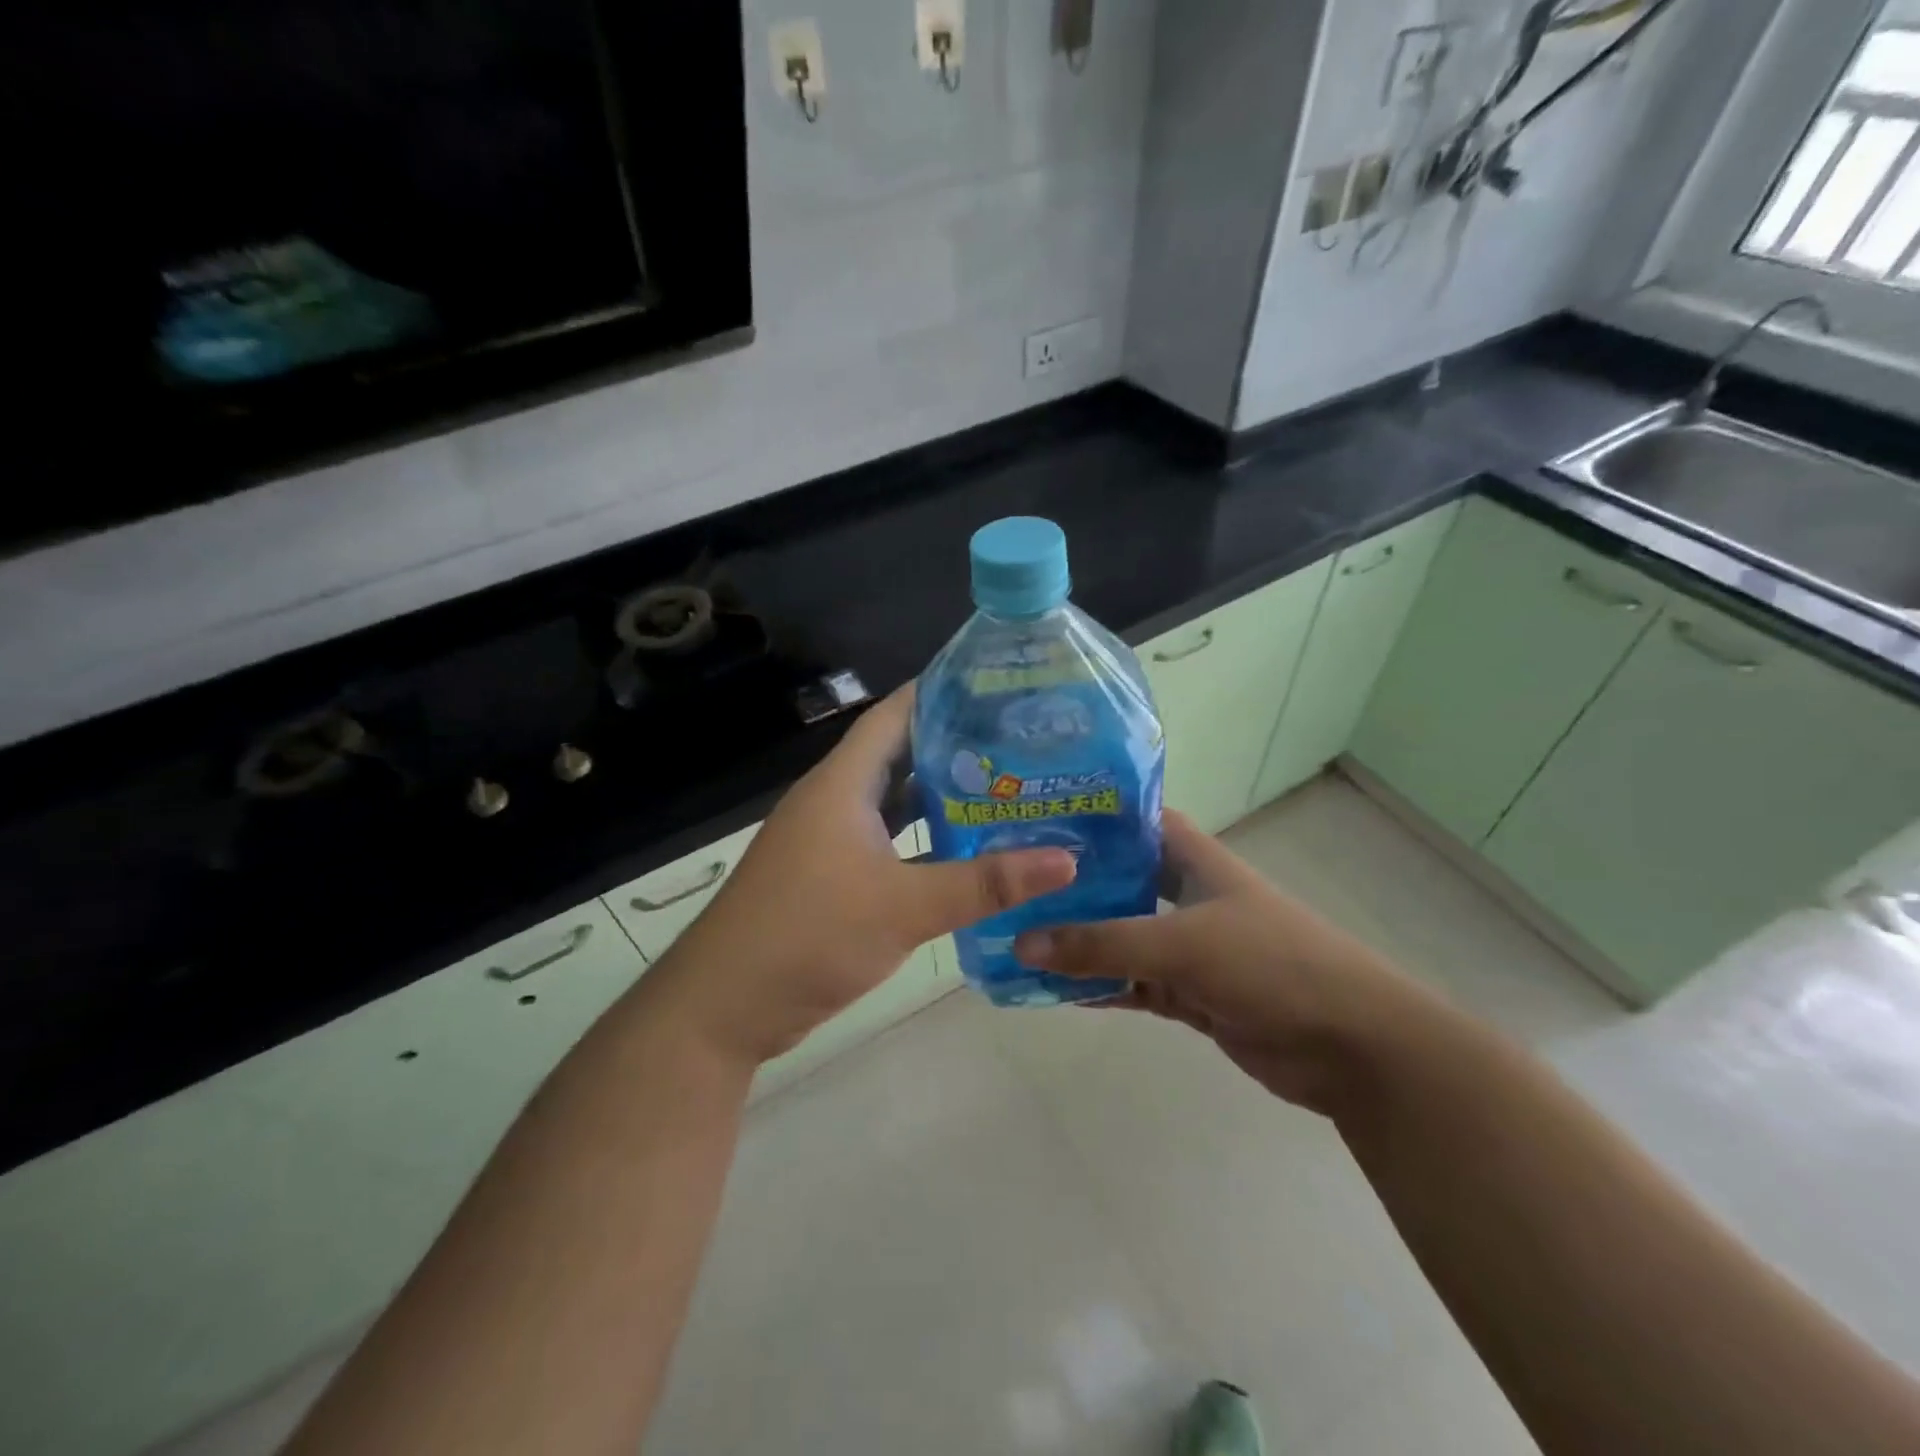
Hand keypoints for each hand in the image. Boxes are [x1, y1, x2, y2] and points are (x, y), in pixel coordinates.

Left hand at [653, 685, 1077, 1067]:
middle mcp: (835, 801)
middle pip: (901, 757)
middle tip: (1023, 745)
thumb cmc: (809, 935)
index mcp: (842, 784)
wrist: (724, 1007)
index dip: (941, 692)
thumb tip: (1066, 860)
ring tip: (1009, 793)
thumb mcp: (904, 906)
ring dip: (943, 800)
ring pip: (896, 806)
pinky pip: (890, 845)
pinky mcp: (832, 879)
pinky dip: (926, 844)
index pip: (895, 715)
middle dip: (957, 748)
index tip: (1000, 687)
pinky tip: (970, 855)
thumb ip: (984, 883)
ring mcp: (831, 842)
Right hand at [1014, 811, 1444, 1112]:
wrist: (1351, 1045)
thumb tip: (1022, 942)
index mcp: (1194, 860)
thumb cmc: (1270, 963)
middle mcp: (1188, 895)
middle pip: (1120, 879)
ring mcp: (1189, 947)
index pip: (1134, 820)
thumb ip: (1102, 943)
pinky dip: (1099, 986)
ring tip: (1017, 937)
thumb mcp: (1180, 944)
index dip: (1090, 815)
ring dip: (1079, 942)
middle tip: (1011, 883)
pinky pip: (1132, 983)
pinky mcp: (1191, 993)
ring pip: (1121, 937)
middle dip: (1071, 884)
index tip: (1034, 818)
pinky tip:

▸ Task goal
Output the lines above in full and exactly as given, omitting any pictures.

▸ Solution for this task
Hand keypoints for each hand in the image. Boxes are [x1, y1, x2, y2] and points are (x, y), in pixel coordinates.

Left hand at [653, 685, 1077, 1067]:
middle mcp: (835, 801)
middle pip: (901, 757)
middle tip: (1023, 745)
thumb cmc: (809, 935)
index mcp: (842, 784)
wrist: (724, 1007)
index dip: (941, 692)
thumb tip: (1066, 860)
ring tip: (1009, 793)
thumb mcp: (904, 906)
ring dip: (943, 800)
ring pip: (896, 806)
pinky pip: (890, 845)
pinky mcp: (832, 879)
pinky dip: (926, 844)
index pip: (895, 715)
middle dip: (957, 748)
index tip: (1000, 687)
pinky tip: (970, 855)
thumb ip: (984, 883)
ring mcp: (831, 842)
Right hand at [1014, 811, 1444, 1112]:
wrist: (1351, 1045)
thumb tip: (1022, 942)
index mcp: (1194, 860)
thumb cmc: (1270, 963)
middle mcp: (1188, 895)
middle pip: (1120, 879)
ring mcp: (1189, 947)
index pip: (1134, 820)
thumb ip: (1102, 943)
pinky dip: (1099, 986)
ring tip: (1017, 937)
thumb mcp: (1180, 944)
index dip: (1090, 815)
ring dip: (1079, 942)
middle tip: (1011, 883)
pinky pip: (1132, 983)
pinky mcp: (1191, 993)
ring pip: (1121, 937)
middle dip: (1071, 884)
index tip: (1034, 818)
pinky tip:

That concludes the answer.